Sebuah kalimat yang tidak seharusnya, terucap dari bibir seorang pemuda crimson.

"Aomine… kita… udahan saja ya?"

"Eh?"


.

.

できないでも、いい

Dekinai demo, ii © Kirigaya Kyuu

Kuroko no Basuke © Fujimaki Tadoshi

A fic about Aomine Daiki's Happiness

Oneshot

.

.


"Eh?"

Pemuda bersurai navy blue menoleh. Dahinya berkerut. Alisnya nyaris menyatu. Rahangnya mengeras. Wajahnya berubah serius. Di lemparnya majalah bulanan basket sembarang, dan menatap pemuda crimson lekat-lekat.

"Ya… seperti yang ku bilang tadi…" manik merah itu mencoba untuk kabur dari tatapan panther "… kita udahan saja ya?"

"Hah? Kau bercanda?"

Hell yeah. Pasti dia bercanda. Apa maksudnya 'kita udahan saja' hah? Maksudnya pemuda di depannya ini ingin menyudahi hubungan yang sudah berlangsung lima tahun lebih ini hah? Hahaha, this must be a joke.
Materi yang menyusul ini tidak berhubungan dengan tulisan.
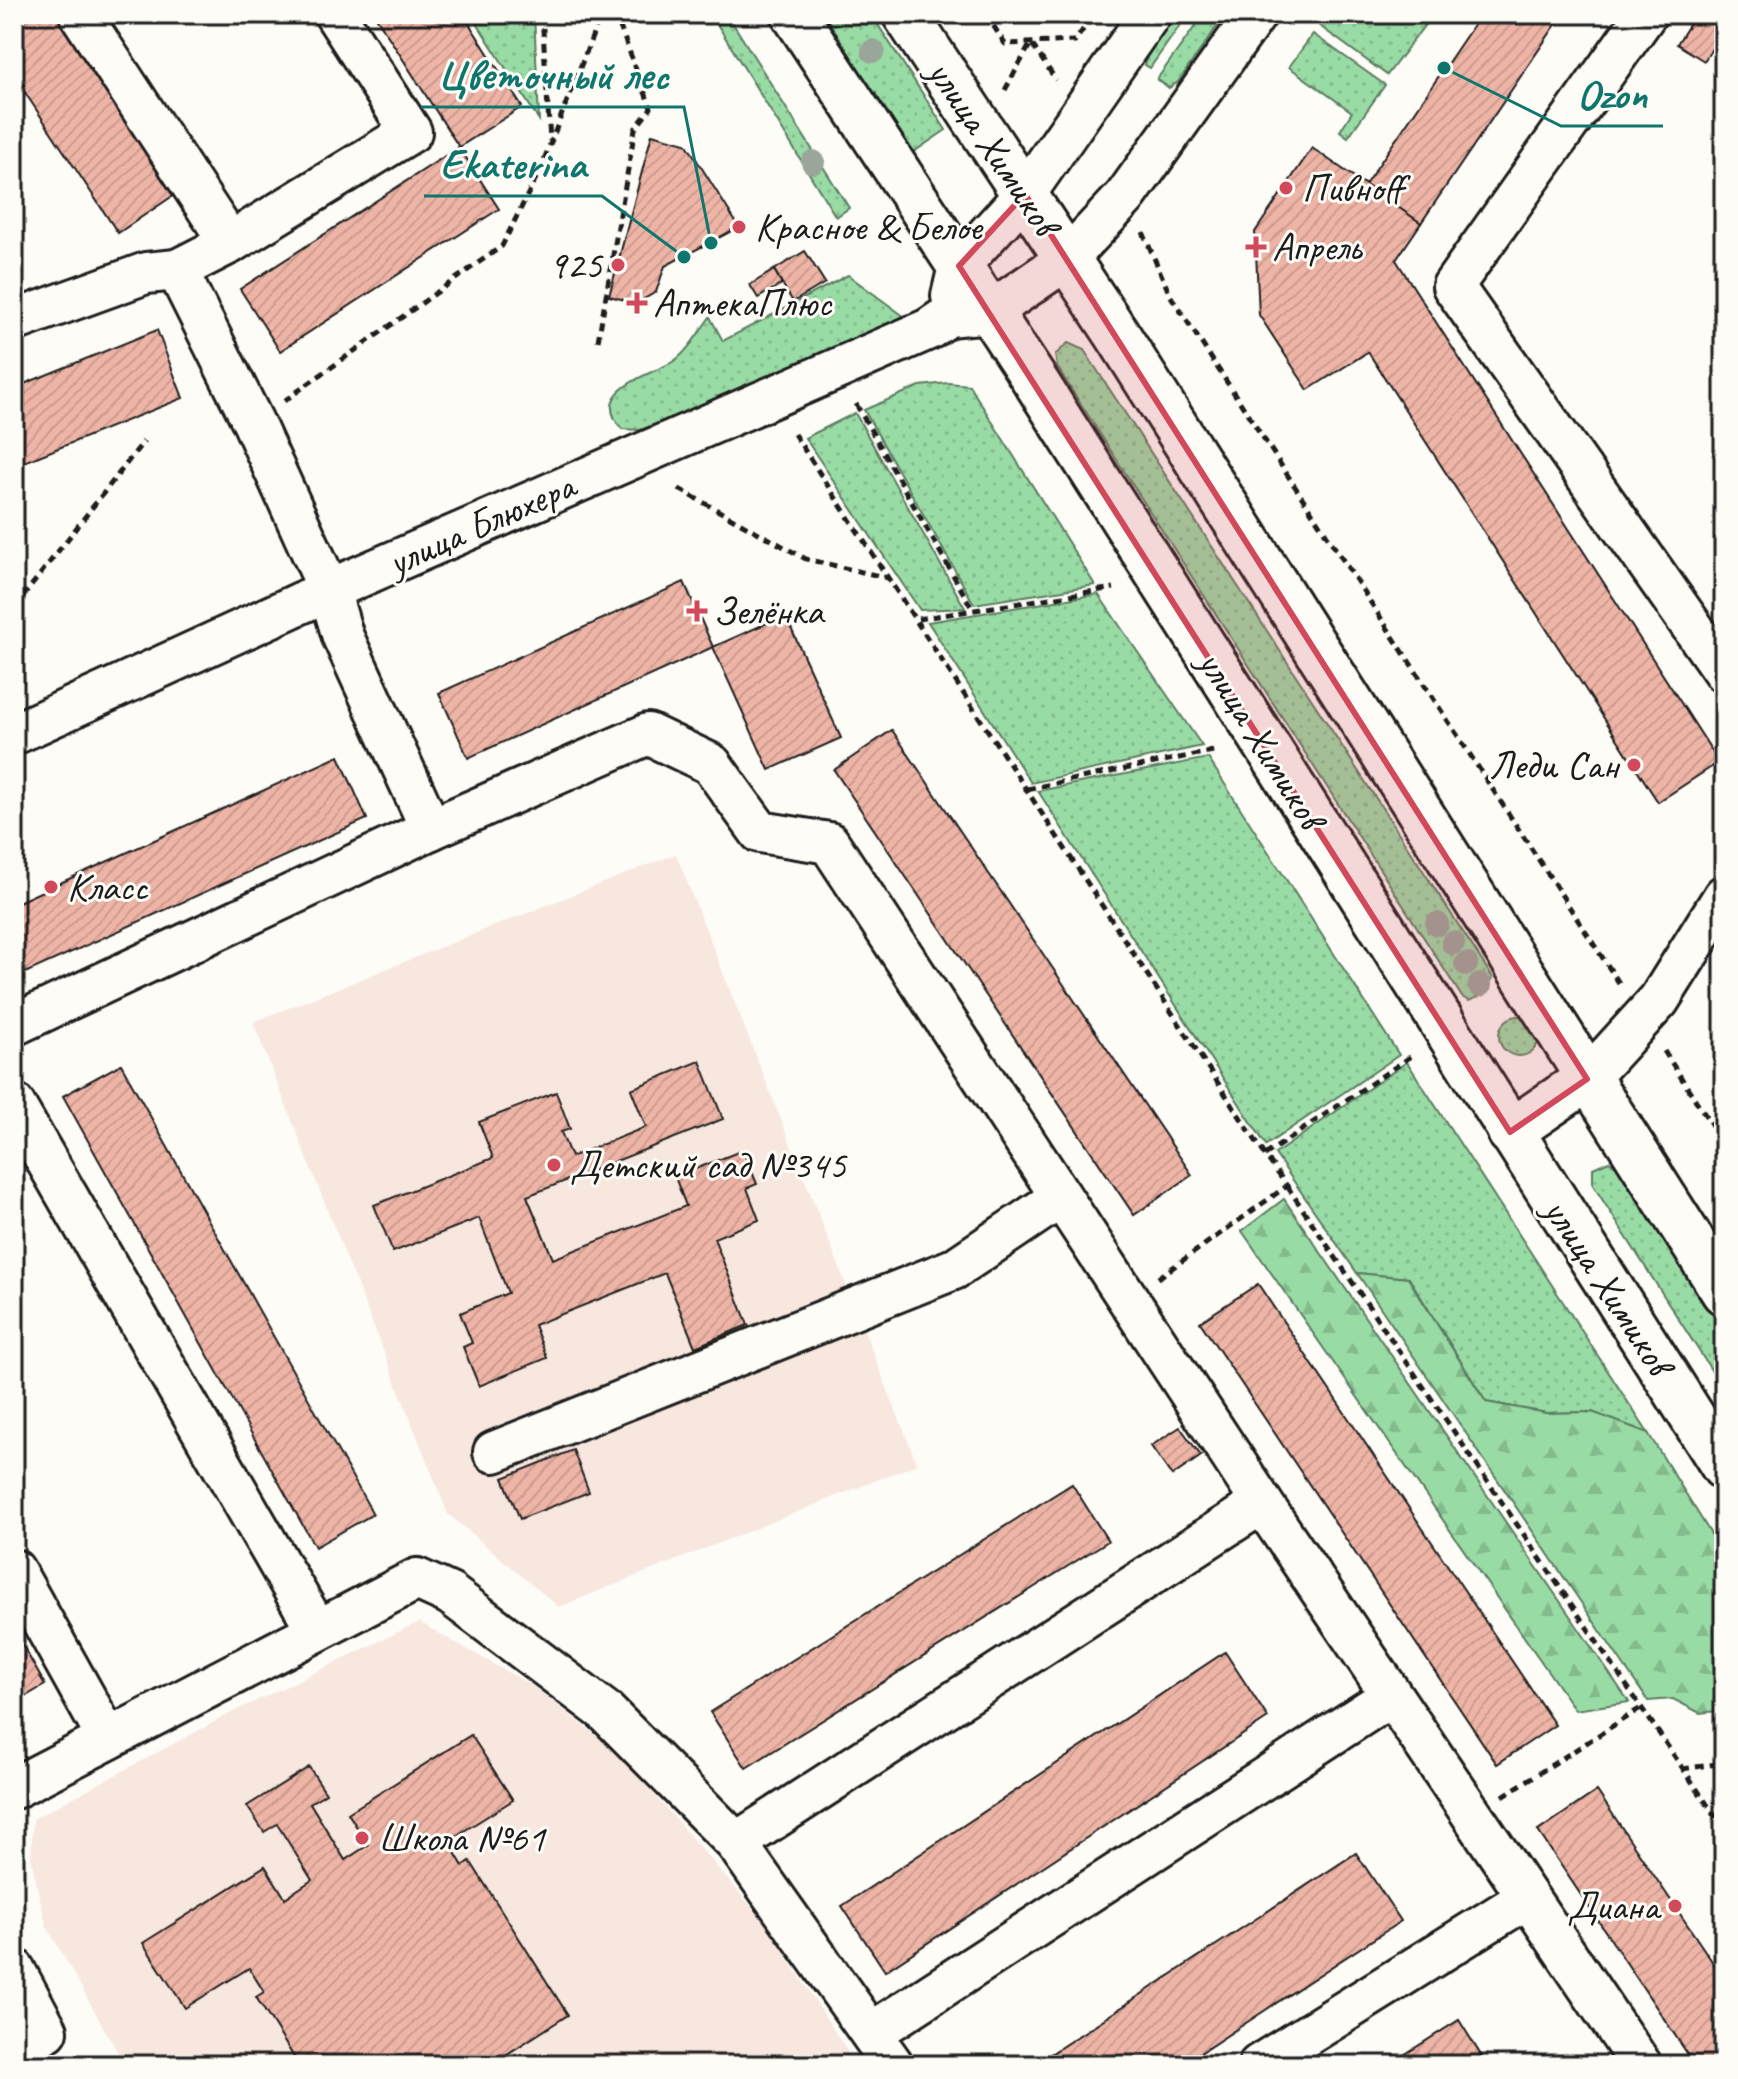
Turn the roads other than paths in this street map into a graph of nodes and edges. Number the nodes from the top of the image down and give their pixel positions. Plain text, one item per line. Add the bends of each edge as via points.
1 (80, 14) edge
2 (335, 14) edge
3 (794, 14) edge
4 (905, 14) edge
5 (1150, 14) edge
6 (1256, 14) edge
7 (1646, 14) edge
8 (1025, 194) junction
9 (230, 243) junction
10 (1067, 259) junction
11 (959, 266) junction
12 (177, 270) junction
13 (969, 314) junction
14 (14, 321) edge
15 (329, 590) junction
16 (1724, 672) edge
17 (14, 734) edge
18 (431, 829) junction
19 (1724, 896) edge
20 (14, 1025) edge
21 (1587, 1079) junction
22 (14, 1104) edge
23 (1510, 1132) junction
24 (1061, 1197) junction
25 (1724, 1292) edge
26 (494, 1452) dead end
27 (1724, 1467) edge
28 (1262, 1503) junction
29 (14, 1570) edge
30 (316, 1628) junction
31 (1391, 1696) junction
32 (108, 1739) junction
33 (14, 1788) edge
34 (736, 1843) junction
35 (1527, 1898) junction
36 (14, 1969) edge
37 (14, 2049) edge
38 (883, 2049) edge
39 (1259, 2065) edge
40 (1641, 2065) edge

1 - 9 street
2 - 9 street via 411,132
3 - 11 main road, улица Химиков
4 - 8 main road, улица Химиков
5 - 8 street
6 - 10 street, улица Блюхера via 1125,197
7 - 16 street via 1453,286
8 - 10 main road, улица Химиков
8 - 11 street
9 - 12 street
10 - 13 street, улица Блюхера
10 - 21 main road, улица Химиков
11 - 13 main road, улица Химиков
12 - 14 street via 146,273
12 - 15 street
13 - 15 street, улица Блюхера
13 - 23 main road, улица Химиков
15 - 17 street, улица Блюхера
15 - 18 street via 343,637
18 - 20 street
18 - 24 street via 648,734 711,764 760,832 829,843
19 - 21 street via 1659,1000
21 - 23 main road
21 - 25 main road, улица Химиков
22 - 30 street
23 - 27 main road, улица Химиков
24 - 26 street via 954,1269
24 - 28 street
28 - 31 street
28 - 34 street
29 - 32 street
30 - 32 street
30 - 34 street via 417,1579 450,1594 605,1711
31 - 35 street
31 - 38 street
32 - 33 street
34 - 38 street
35 - 39 street
35 - 40 street
36 - 37 street via 47,2031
"Aomine… aku serius…" manik merah itu akhirnya menatap manik biru. Tatapan yang… sendu?

Si manik biru–yang di panggil Aomine–tertawa sampai terpingkal-pingkal. Bahkan sampai memukul-mukul sofa tak bersalah di bawahnya. "Pffft… oi Bakagami. April mop sudah lewat kali. Hahahaha–"

"Aku serius. Aomine Daiki."

Uh-oh. Jika pemuda crimson–yang dipanggil Kagami–sudah menyebut nama lengkap sang kekasih, itu berarti dia serius.

"But…why? Ada apa? Aku salah apa? Kau… suka orang lain? Kau… membenciku?" dahi itu kembali berkerut.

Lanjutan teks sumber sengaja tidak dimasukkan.